Semua piring yang ada di meja makan itu telah dibereskan semua. Mello sudah selesai dengan sarapannya. Ia berjalan mendekat kearah jendela. Melihat pemandangan di luar sana.
"Datang lagi ya…" Mello teringat kata-kata yang di ucapkan laki-laki misterius tersebut. Ia seolah-olah ditarik oleh suara misterius tersebut. Mello terdiam sejenak. Ia ragu. Ingin sekali datang lagi kesana, tapi ia sedikit takut. Lagi-lagi Mello terdiam. Tak lama kemudian ia menarik nafasnya untuk keputusan terakhirnya. Akhirnya ia memutuskan untuk datang lagi ke tempat itu.
---
"Masuklah…" ucap Matt yang sedang duduk menghadap jendela. Jendelanya tertutup tirai walau tidak sepenuhnya. Matt meneguk minumannya yang berwarna merah itu. Ia tahu kalau yang datang adalah Mello.

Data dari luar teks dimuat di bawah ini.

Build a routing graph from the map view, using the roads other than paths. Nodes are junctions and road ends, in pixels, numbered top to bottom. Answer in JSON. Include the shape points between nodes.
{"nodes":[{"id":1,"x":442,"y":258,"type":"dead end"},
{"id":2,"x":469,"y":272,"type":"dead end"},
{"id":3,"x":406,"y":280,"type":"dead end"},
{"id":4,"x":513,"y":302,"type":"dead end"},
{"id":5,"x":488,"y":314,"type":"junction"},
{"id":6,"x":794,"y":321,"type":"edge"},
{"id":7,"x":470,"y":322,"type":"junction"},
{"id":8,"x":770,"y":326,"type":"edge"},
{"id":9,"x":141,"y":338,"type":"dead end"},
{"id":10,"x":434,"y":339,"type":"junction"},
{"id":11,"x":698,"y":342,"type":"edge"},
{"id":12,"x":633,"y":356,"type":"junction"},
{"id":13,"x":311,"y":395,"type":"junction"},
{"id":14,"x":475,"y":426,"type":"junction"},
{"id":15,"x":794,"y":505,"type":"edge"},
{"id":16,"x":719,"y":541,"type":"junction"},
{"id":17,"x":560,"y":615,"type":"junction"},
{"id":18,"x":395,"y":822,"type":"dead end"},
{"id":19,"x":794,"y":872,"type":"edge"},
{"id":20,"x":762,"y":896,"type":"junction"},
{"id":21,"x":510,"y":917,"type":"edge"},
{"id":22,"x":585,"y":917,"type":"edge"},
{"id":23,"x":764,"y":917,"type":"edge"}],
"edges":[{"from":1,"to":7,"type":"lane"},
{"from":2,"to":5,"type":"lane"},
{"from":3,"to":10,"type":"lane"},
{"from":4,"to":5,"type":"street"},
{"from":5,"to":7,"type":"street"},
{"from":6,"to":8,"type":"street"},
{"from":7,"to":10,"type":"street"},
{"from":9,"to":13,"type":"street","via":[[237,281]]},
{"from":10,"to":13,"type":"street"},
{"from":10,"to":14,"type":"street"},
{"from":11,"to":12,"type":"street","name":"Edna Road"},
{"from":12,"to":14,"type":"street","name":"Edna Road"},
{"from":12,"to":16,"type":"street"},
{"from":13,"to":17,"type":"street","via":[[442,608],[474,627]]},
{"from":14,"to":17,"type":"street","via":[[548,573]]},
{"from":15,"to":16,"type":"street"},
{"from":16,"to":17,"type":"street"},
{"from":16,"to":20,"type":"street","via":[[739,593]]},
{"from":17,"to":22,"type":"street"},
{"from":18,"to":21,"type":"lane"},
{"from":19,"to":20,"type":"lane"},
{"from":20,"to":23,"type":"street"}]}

"Pagi-pagi begini kau tetap tenang ya." Kata Mello.
"Ya, asalkan tidak terkena cahaya matahari." Jawab Matt.
'Mulutnya merah. Seperti darah… apa yang diminumnya itu darah?'
"A-apa yang kau minum?"
"Hm? Ini? Fufu… Ahahaha…" Matt langsung tertawa melihat Mello yang ketakutan akan apa yang diminum olehnya.
"Fufu… ini Cuma anggur, apa kau setakut itu? Hmph…" Matt berusaha menghentikan tawanya.
"Me… Memang apa salahnya?" Mello membela diri.
"Nggak salah kok. Itu bukti kalau kamu ingin hidup." Ucap Matt yang menaruh anggurnya di meja.
"Aku tak berminat pada nyawa yang sekarat, atau nyawa orang yang ingin mati."
"… Kenapa?" Tanya Mello. Sebenarnya Mello tidak mengerti akan hal yang sedang dibahas disini.
"…" Matt terdiam. "Karena yang seperti itu, mirip dengan ku."
"Mirip dengan mu?" Mello semakin tak mengerti. "Apa kau membencinya?"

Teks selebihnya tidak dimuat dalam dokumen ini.